The Bucks' initial postseason starting lineup of Bledsoe, Khris Middleton, Antetokounmpo, Mirotic, and Brook Lopez had a net rating of -6.2 in 80 minutes, despite seeing more time more than any other quintet the team used in the playoffs. Milwaukee's four core starters, meanwhile, dominated with both Sterling Brown and Malcolm Brogdon, who came back from injury in Game 5 of the second round, in place of Mirotic.

Throughout his career, the idea of Mirotic has always been more appealing than the reality. Spotting up several steps beyond the arc away from the ball only matters so much in the postseason if the player in question can't consistently make the defense pay for giving him air space.

After connecting on 44.7 percent of his catch-and-shoot triples with the Pelicans during last year's playoffs, Mirotic shot only 29.2 percent this time around with the Bucks, per NBA.com/stats, including 27.6 percent on wide open looks.

Bottom line: Mirotic has proven again and again he's not the marksman his reputation suggests, and his all-encompassing influence took a major hit last season as a result.

He's best suited for a bench role, one that would allow a team to withstand his inconsistencies while not having to compensate him like a true impact player.

1. Derrick Rose

Timberwolves, Derrick Rose

Price obviously factors into the future utility of Jordan and Mirotic, but perhaps Rose to an even greater extent.
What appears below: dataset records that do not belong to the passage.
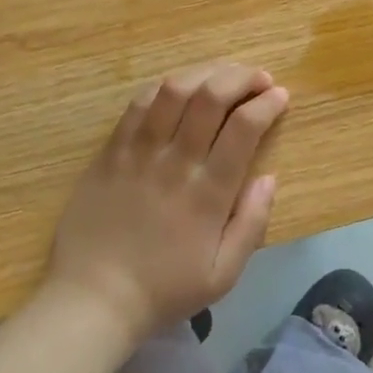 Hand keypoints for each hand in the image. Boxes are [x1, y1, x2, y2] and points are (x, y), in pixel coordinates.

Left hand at [45, 63, 288, 341]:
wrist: (92, 300)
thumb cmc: (164, 290)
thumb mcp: (223, 274)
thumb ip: (252, 223)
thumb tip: (271, 177)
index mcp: (209, 193)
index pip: (244, 127)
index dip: (267, 103)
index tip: (280, 95)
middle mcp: (176, 162)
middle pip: (211, 96)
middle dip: (242, 76)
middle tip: (258, 77)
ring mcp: (139, 152)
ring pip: (174, 90)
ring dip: (206, 72)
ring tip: (223, 73)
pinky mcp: (111, 151)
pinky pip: (138, 104)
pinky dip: (165, 86)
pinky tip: (179, 86) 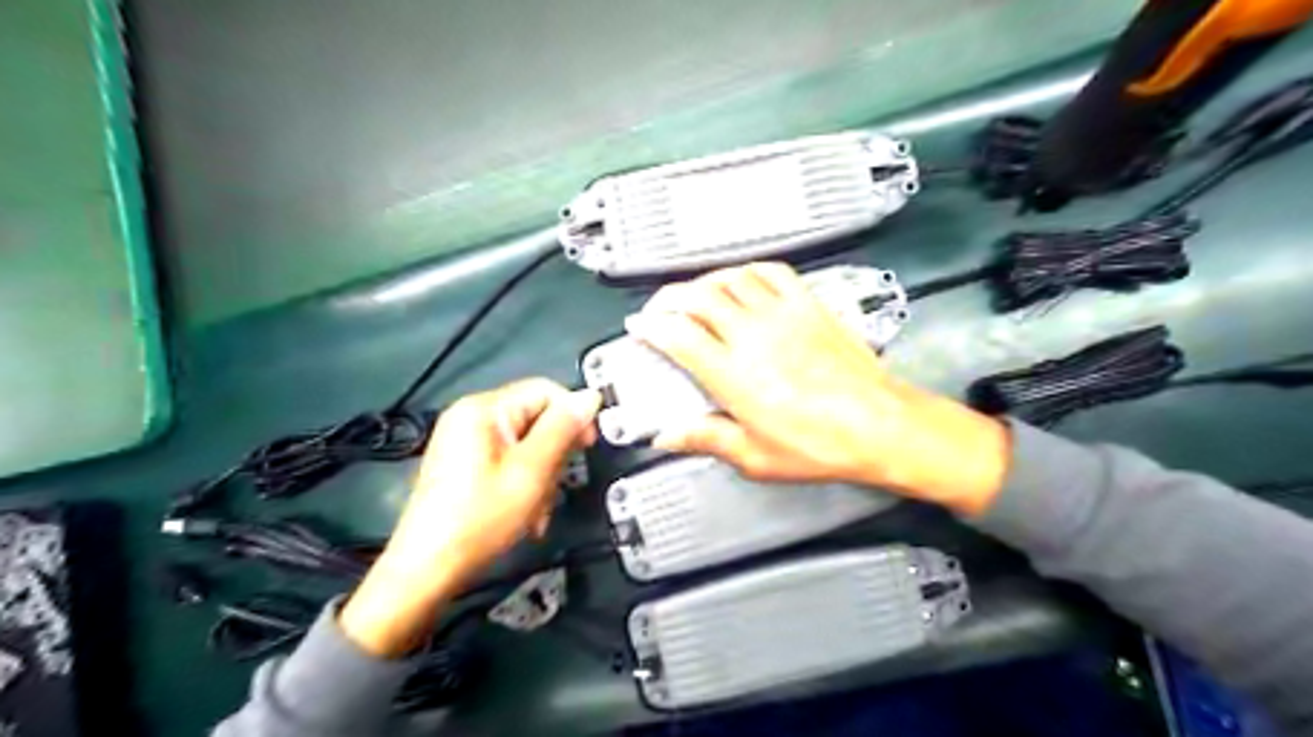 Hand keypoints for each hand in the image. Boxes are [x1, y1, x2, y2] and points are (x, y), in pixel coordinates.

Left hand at [340, 380, 602, 657]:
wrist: (428, 568)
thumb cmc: (481, 517)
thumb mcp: (531, 471)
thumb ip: (563, 430)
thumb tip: (589, 396)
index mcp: (484, 408)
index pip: (545, 391)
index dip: (573, 415)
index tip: (587, 447)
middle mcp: (471, 417)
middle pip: (536, 419)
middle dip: (554, 455)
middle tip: (554, 488)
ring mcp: (465, 442)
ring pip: (527, 445)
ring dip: (542, 477)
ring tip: (537, 510)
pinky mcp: (464, 464)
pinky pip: (509, 461)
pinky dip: (524, 484)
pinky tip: (525, 514)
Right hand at [630, 265, 1007, 516]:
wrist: (879, 425)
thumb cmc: (822, 444)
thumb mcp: (755, 456)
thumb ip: (707, 439)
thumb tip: (670, 437)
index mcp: (734, 374)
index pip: (678, 335)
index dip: (651, 327)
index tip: (640, 327)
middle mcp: (753, 335)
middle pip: (698, 297)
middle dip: (669, 298)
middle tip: (660, 309)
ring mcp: (782, 315)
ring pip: (731, 278)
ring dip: (705, 281)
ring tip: (695, 292)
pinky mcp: (809, 306)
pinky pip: (772, 272)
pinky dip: (749, 270)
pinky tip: (743, 279)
It's easy to forget now that he was one of the most pleasant surprises of the early going last season, dropping 50 points against the Utah Jazz, hitting a game-winner against the Phoenix Suns, and writ large suddenly looking a lot like the player who became the youngest MVP in NBA history back in 2011.

But memories of Rose's eye-popping play over the first couple months of the season still deserve major caveats. Most important among them is that he again failed to stay healthy, playing 51 games as the result of a ligament injury to his right ankle and season-ending surgery on his right elbow in March.

The driving force behind Rose's success when he was on the floor wasn't penetration, either, though he indeed flashed the driving dynamism that propelled him to superstardom early in his career.

He shot 35.0 percent on catch-and-shoot threes and 38.5 percent on pull-up triples last season, easily the best numbers of his career when accounting for quantity. There's just nothing in Rose's past that suggests he's a plus jump-shooter, and his stellar 46.2 percent shooting from mid-range in 2018-19 is nearly as big an outlier as his proficiency from beyond the arc.

Rose, remember, contemplated retirement after a disastrous 2017-18 season that saw him fall out of favor with the Cleveland Cavaliers and take a full month to be signed off the free-agent scrap heap following his release from the Utah Jazz in wake of a midseason trade.

He did more than enough last season to ensure himself worthy of another contract, which should be considered a major win all by itself considering the wayward nature of his career over the last several seasons.

But any team looking at Rose's effectiveness in 2018-19 absent the context of unsustainable jump-shooting and multiple injuries that sidelined him for more than a third of the regular season nevertheless runs the risk of doing itself a major disservice in free agency.